** What is required **
This exercise calls for duplicating every entry below exactly, without the images.

** Extracted data entries **
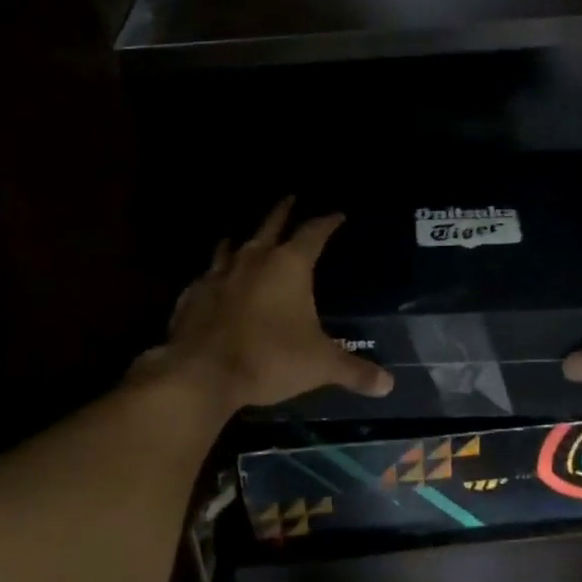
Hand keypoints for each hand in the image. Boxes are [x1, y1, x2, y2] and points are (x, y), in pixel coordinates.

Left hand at [135, 196, 393, 417]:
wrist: (202, 373)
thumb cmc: (269, 358)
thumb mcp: (319, 365)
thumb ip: (354, 371)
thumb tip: (388, 384)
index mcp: (289, 265)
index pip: (313, 232)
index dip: (327, 222)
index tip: (337, 214)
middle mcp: (253, 259)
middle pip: (271, 224)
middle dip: (283, 211)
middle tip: (291, 197)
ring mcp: (219, 273)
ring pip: (232, 244)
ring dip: (242, 237)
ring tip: (245, 234)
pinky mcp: (193, 294)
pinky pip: (207, 276)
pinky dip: (215, 274)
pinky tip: (213, 281)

** Exercise solution **
Hand keypoints for each hand in the image. Boxes are [x1, y1, x2, y2] and points are (x, y), in pixel coordinates.

Left hand at [135, 196, 393, 417]:
wrist: (202, 373)
thumb cmc: (269, 358)
thumb mcp: (319, 365)
thumb ip: (354, 371)
thumb tip: (388, 384)
index mcp: (289, 265)
index pip: (313, 232)
index dip: (327, 222)
index tip: (337, 214)
middle mcp: (253, 259)
middle pip: (271, 224)
middle dip: (283, 211)
middle tip: (291, 197)
ring mcp: (219, 273)
ring pip: (232, 244)
ring dip: (242, 237)
ring tip: (245, 234)
pinky mcp: (193, 294)
pinky pip: (207, 276)
pinky dip: (215, 274)
pinky tip: (213, 281)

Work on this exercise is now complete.